Directions for this task - Could you restate, exactly and with nothing added, the lines from the start of the data through the line that holds "thumb mcp: (140, 259)", leaving the pictures out?

Dataset -
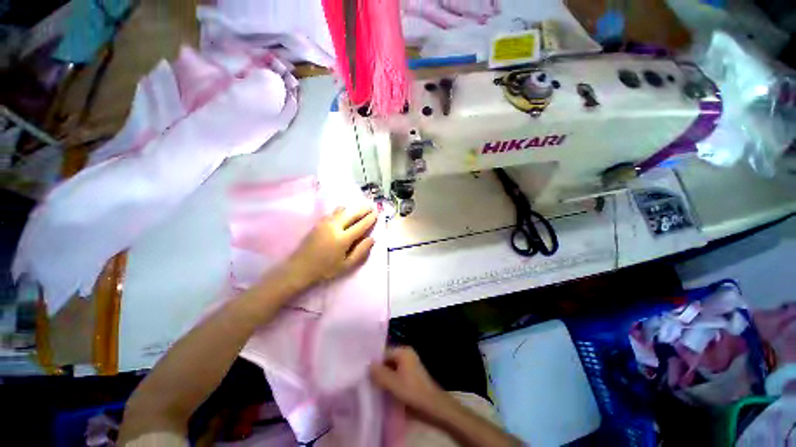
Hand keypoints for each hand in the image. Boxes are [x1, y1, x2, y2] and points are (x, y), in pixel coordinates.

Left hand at [286, 206, 377, 286]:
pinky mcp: (318, 223)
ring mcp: (325, 223)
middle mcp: (334, 227)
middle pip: (352, 214)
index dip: (370, 219)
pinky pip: (333, 213)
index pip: (360, 225)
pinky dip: (342, 211)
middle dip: (363, 209)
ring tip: (359, 209)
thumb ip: (361, 251)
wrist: (300, 267)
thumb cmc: (326, 269)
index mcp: (343, 239)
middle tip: (371, 206)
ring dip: (352, 209)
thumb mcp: (347, 265)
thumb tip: (372, 239)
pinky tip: (344, 214)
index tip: (376, 213)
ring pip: (341, 210)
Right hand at [370, 347, 451, 419]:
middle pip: (388, 360)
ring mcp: (410, 365)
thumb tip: (368, 365)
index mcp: (403, 351)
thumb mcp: (392, 383)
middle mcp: (407, 354)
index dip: (375, 363)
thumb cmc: (412, 391)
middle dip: (380, 371)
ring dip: (385, 377)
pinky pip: (398, 375)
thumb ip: (379, 373)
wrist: (433, 405)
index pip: (384, 353)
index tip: (365, 374)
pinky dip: (392, 381)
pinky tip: (385, 391)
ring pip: (392, 369)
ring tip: (375, 388)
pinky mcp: (412, 375)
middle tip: (368, 382)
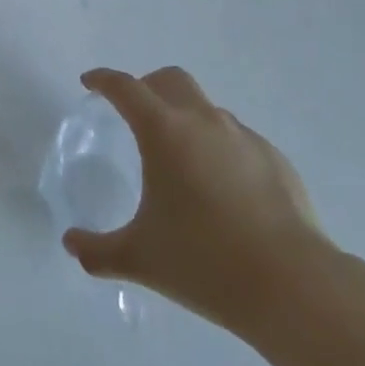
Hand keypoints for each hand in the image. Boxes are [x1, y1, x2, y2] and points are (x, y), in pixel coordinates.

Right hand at [63, 67, 331, 337]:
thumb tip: (71, 244)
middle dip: (147, 86)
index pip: (125, 88)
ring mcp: (243, 137)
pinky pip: (237, 139)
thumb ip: (98, 250)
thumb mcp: (140, 259)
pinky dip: (220, 148)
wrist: (293, 286)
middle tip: (135, 113)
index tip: (90, 83)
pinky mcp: (275, 159)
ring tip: (181, 159)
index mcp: (164, 131)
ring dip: (186, 118)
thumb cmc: (205, 262)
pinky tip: (222, 188)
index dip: (103, 80)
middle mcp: (203, 121)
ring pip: (206, 108)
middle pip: (170, 80)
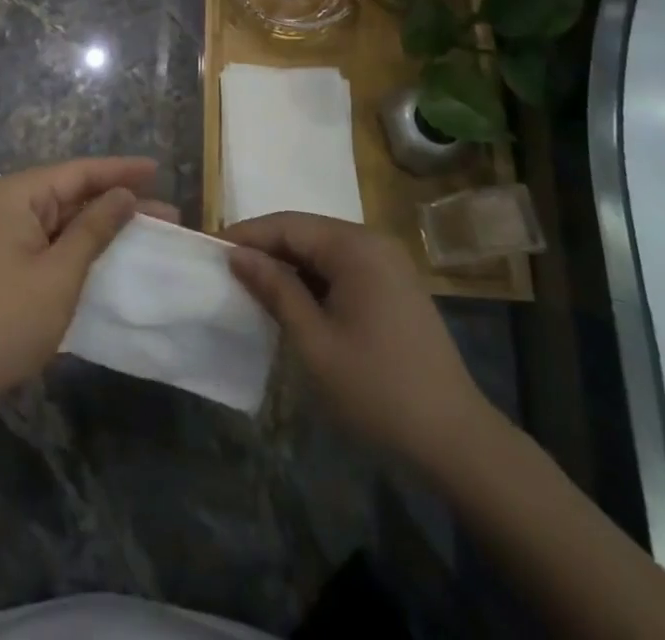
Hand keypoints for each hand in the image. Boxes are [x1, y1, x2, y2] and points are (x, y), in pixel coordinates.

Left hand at [0, 157, 174, 421]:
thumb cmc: (7, 320)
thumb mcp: (60, 273)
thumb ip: (94, 228)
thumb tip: (124, 194)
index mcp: (16, 194)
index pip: (78, 172)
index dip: (121, 170)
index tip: (158, 169)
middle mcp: (8, 204)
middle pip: (71, 191)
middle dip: (118, 199)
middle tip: (166, 209)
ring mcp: (4, 232)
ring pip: (63, 216)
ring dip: (103, 222)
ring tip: (148, 225)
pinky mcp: (6, 259)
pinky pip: (51, 238)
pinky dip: (82, 242)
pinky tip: (110, 248)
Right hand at [225, 212, 497, 467]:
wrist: (456, 440)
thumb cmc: (377, 390)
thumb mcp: (314, 342)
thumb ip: (275, 290)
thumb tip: (238, 255)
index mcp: (355, 247)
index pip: (287, 225)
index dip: (246, 235)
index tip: (209, 248)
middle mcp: (373, 242)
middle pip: (306, 232)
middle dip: (266, 249)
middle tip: (226, 269)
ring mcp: (388, 264)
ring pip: (323, 251)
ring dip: (289, 265)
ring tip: (252, 285)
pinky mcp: (395, 286)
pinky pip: (343, 268)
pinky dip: (314, 280)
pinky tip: (293, 302)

Result -
Hand keypoints for each hand in the image. Boxes are [x1, y1, x2, y2] and points are (x, y), in pixel coordinates.

Left hand at [286, 206, 377, 286]:
pinky mcp: (318, 223)
ring mcp: (325, 223)
middle mcp: (334, 227)
middle pip: (352, 214)
index dip: (370, 219)
pinky pip: (333, 213)
index pip: (360, 225)
pinky dip: (342, 211)
middle dip: (363, 209)
ring tip: (359, 209)
thumb ip: (361, 251)
wrist: (300, 267)
thumb cmc: (326, 269)
index mcp: (343, 239)
middle tip: (371, 206)
ring dip: (352, 209)
thumb mcp: (347, 265)
thumb tip: (372, 239)
pinky tip: (344, 214)
index tip: (376, 213)
ring pip: (341, 210)
Right hand at [370, 347, 451, 419]:
middle pip: (388, 360)
ring mcp: (410, 365)
thumb tip: (368, 365)
index mcp: (403, 351)
thumb mcp: (392, 383)
middle mcp: (407, 354)
index dip: (375, 363)
thumb cmc: (412, 391)
middle dip: (380, 371)
ring dip: (385, 377)
pinky pip: (398, 375)
thumb ip: (379, 373)
wrist: (433, 405)
index pip: (384, 353)
index tip: (365, 374)
pinky dip: (392, 381)
pinky tip: (385, 391)
ring pip: (392, 369)
ring tip: (375, 388)
pinky mcp: (412, 375)
middle tip: (368, 382)
Hand keypoints for each hand in the image. Boxes are [x1, y1, x2, y2] and points are (x, y), in pixel coordinates.

Right hand at [63, 67, 331, 337]:
thumb tip: (71, 244)
middle dip: (147, 86)
index pip: (125, 88)
ring mcp: (243, 137)
pinky pip: (237, 139)
thumb ip: (98, 250)
thumb mcp: (140, 259)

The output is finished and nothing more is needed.